Work instruction – Go through the records below and copy out every line holding "Locust".

Available data –
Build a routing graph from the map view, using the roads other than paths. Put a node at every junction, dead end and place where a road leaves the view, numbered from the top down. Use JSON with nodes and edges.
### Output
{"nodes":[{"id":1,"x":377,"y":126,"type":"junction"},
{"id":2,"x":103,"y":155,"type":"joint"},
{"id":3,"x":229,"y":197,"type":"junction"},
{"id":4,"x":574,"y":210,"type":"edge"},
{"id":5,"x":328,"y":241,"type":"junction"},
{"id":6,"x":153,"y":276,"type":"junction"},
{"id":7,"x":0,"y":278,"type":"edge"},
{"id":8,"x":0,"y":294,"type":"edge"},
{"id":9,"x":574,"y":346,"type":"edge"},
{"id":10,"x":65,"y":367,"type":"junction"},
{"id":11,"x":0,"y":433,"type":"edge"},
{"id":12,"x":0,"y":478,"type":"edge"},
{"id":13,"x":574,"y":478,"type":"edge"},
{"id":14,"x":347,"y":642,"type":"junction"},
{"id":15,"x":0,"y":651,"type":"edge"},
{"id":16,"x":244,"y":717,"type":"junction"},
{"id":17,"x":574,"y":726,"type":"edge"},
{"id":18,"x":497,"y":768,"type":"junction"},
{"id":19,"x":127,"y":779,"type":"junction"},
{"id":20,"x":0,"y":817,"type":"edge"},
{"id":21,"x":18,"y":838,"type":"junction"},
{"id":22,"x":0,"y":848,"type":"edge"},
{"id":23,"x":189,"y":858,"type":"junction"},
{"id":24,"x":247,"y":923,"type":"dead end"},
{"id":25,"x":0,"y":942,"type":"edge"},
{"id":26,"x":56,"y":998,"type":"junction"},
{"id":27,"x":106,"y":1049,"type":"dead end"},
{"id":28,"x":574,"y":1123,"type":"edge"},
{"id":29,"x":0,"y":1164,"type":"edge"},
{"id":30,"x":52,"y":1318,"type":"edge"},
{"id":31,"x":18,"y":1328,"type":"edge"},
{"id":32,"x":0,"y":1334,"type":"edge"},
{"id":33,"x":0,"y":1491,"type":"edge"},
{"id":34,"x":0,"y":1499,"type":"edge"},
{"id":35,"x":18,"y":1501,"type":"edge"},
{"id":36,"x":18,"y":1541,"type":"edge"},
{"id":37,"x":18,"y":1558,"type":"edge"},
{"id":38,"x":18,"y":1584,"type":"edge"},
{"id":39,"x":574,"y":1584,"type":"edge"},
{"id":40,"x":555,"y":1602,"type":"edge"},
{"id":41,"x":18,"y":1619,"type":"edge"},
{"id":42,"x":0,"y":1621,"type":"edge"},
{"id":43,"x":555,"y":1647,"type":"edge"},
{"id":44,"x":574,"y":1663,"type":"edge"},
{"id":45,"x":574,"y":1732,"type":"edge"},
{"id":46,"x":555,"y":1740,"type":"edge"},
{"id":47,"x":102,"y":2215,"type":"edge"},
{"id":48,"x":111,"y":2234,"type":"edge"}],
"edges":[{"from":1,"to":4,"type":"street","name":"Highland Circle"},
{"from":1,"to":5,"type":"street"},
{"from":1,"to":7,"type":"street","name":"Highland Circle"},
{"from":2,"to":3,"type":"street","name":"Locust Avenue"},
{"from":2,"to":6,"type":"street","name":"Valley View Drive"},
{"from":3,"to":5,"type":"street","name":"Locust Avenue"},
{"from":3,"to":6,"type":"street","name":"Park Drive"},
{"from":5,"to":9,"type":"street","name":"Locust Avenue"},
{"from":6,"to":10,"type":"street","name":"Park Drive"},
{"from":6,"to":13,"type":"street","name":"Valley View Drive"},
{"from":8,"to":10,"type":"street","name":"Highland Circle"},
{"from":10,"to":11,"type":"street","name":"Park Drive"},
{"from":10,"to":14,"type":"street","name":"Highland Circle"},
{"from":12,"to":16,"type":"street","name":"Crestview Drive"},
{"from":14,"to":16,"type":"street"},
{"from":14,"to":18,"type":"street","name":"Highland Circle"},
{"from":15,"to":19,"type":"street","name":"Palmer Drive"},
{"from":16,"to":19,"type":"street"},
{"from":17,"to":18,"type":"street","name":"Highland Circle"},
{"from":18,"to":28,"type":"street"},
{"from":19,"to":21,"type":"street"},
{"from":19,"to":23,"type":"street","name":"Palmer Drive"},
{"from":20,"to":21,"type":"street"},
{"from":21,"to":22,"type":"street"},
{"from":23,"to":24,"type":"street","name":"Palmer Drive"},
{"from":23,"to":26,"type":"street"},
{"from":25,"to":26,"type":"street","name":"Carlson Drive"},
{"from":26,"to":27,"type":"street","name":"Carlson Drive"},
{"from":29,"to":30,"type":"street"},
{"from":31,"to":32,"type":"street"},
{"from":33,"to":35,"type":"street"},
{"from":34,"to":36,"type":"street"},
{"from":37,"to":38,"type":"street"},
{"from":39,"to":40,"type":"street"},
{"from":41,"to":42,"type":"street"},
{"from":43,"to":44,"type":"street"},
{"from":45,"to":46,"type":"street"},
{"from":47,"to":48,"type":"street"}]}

Result for this task –
{"from":2,"to":3,"type":"street","name":"Locust Avenue"},
{"from":3,"to":5,"type":"street","name":"Locust Avenue"},
{"from":5,"to":9,"type":"street","name":"Locust Avenue"},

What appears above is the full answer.